*What needs to be done*
Exclude the pictures, and otherwise reproduce the data in full.

*Collected data entries*
= Beginning of Section =

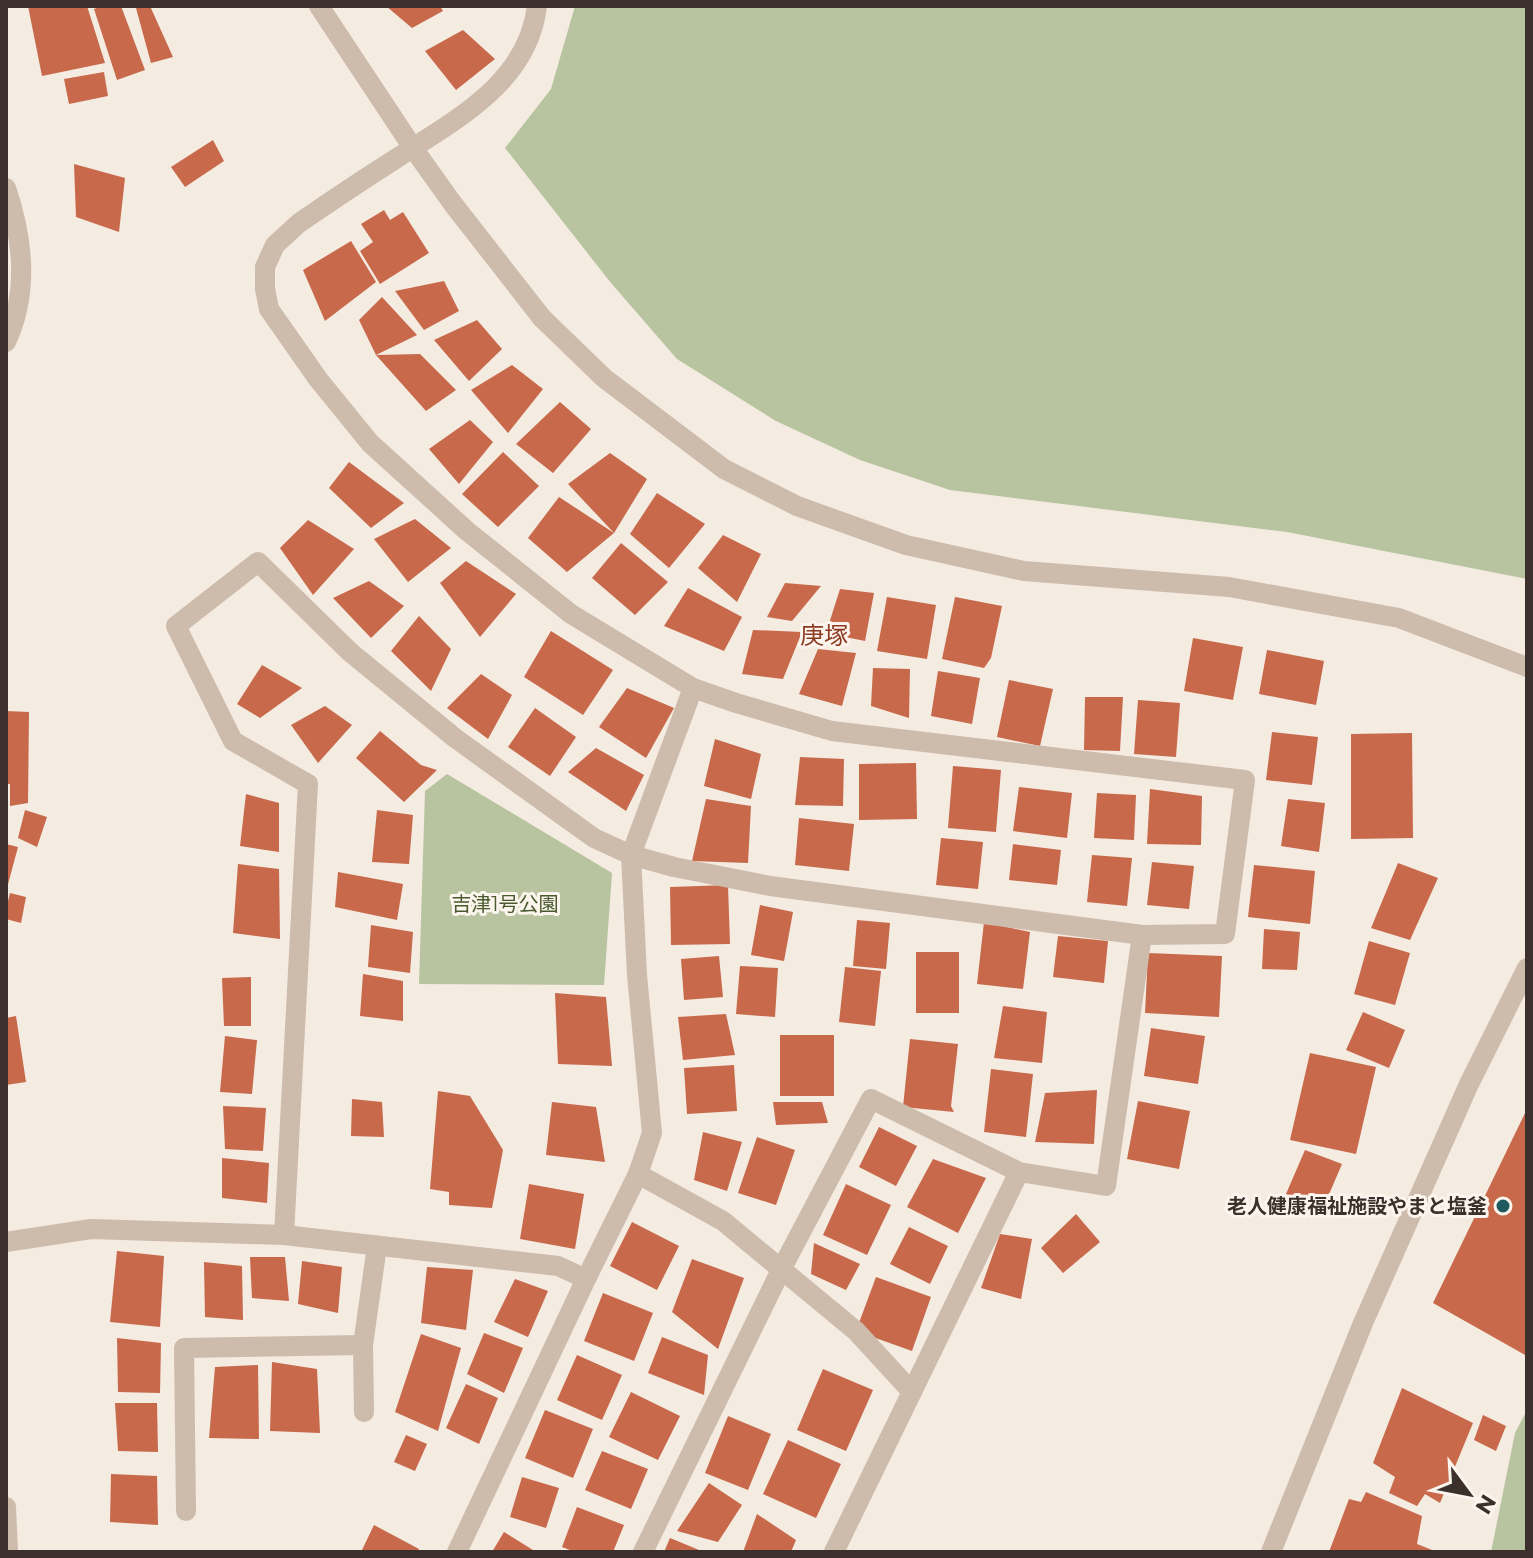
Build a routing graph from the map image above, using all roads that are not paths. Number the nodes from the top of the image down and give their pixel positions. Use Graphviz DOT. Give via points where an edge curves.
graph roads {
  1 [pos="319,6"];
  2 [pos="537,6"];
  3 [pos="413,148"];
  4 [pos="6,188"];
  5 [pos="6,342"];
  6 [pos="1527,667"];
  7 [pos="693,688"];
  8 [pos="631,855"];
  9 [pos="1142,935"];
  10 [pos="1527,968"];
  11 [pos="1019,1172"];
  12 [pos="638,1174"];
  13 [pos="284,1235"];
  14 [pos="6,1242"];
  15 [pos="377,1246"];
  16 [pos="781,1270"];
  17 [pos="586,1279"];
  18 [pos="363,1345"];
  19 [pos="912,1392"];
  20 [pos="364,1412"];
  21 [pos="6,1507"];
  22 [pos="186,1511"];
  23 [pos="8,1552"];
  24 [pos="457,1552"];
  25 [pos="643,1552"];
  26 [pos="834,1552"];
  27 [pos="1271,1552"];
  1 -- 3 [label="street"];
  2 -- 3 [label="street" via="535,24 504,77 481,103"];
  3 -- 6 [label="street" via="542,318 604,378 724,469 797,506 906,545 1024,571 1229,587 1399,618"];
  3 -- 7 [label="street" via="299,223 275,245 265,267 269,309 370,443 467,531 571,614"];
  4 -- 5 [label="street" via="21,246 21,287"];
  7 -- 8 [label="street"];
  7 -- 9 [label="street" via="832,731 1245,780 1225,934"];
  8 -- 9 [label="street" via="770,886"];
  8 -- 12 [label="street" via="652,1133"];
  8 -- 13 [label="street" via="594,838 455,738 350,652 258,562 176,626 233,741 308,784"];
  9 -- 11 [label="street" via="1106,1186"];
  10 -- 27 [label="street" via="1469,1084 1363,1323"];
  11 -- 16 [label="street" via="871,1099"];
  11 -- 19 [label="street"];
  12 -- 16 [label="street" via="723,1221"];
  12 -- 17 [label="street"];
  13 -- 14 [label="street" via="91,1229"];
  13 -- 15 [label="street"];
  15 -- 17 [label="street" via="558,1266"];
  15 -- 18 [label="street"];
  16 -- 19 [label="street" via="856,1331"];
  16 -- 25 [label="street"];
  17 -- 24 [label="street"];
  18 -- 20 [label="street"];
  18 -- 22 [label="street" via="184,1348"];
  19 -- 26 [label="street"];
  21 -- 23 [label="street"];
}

= End of Section =

*Final answer*
Build a routing graph from the map image above, using all roads that are not paths. Number the nodes from the top of the image down and give their pixel positions. Use Graphviz DOT. Give via points where an edge curves.
graph roads {
  1 [pos="319,6"];
  2 [pos="537,6"];
  3 [pos="413,148"];
  4 [pos="6,188"];
  5 [pos="6,342"];
  6 [pos="1527,667"];
  7 [pos="693,688"];
  8 [pos="631,855"];
  9 [pos="1142,935"];
  10 [pos="1527,968"];
  11 [pos="1019,1172"];
  12 [pos="638,1174"];
  13 [pos="284,1235"];
  14 [pos="6,1242"];
  15 [pos="377,1246"];
  16 [pos="781,1270"];
  17 [pos="586,1279"];
  18 [pos="363,1345"];
  19 [pos="912,1392"];
  20 [pos="364,1412"];
  21 [pos="6,1507"];
  22 [pos="186,1511"];
  23 [pos="8,1552"];
  24 [pos="457,1552"];
  25 [pos="643,1552"];
  26 [pos="834,1552"];
  27 [pos="1271,1552"];
  1 -- 3 [label="street"];
  2 -- 3 [label="street" via="535,24 504,77 481,103"];
  3 -- 6 [label="street" via="542,318 604,378 724,469 797,506 906,545 1024,571 1229,587 1399,618"];
  3 -- 7 [label="street" via="299,223 275,245 265,267 269,309 370,443 467,531 571,614"];
  4 -- 5 [label="street" via="21,246 21,287"];
  7 -- 8 [label="street"];
  7 -- 9 [label="street" via="832,731 1245,780 1225,934"];
  8 -- 9 [label="street" via="770,886"];
  8 -- 12 [label="street" via="652,1133"];
  8 -- 13 [label="street" via="594,838 455,738 350,652 258,562 176,626 233,741 308,784"];
  9 -- 11 [label="street" via="1106,1186"];
  10 -- 27 [label="street" via="1469,1084 1363,1323"];
  11 -- 16 [label="street" via="871,1099"];
  11 -- 19 [label="street"];
  12 -- 16 [label="street" via="723,1221"];
  12 -- 17 [label="street"];
  13 -- 14 [label="street" via="91,1229"];
  13 -- 15 [label="street"];
  15 -- 17 [label="street" via="558,1266"];
  15 -- 18 [label="street"];
  16 -- 19 [label="street" via="856,1331"];
  16 -- 25 [label="street"];
  17 -- 24 [label="street"];
  18 -- 20 [label="street"];
  18 -- 22 [label="street" via="184,1348"];
  19 -- 26 [label="street"];
  21 -- 23 [label="street"];
}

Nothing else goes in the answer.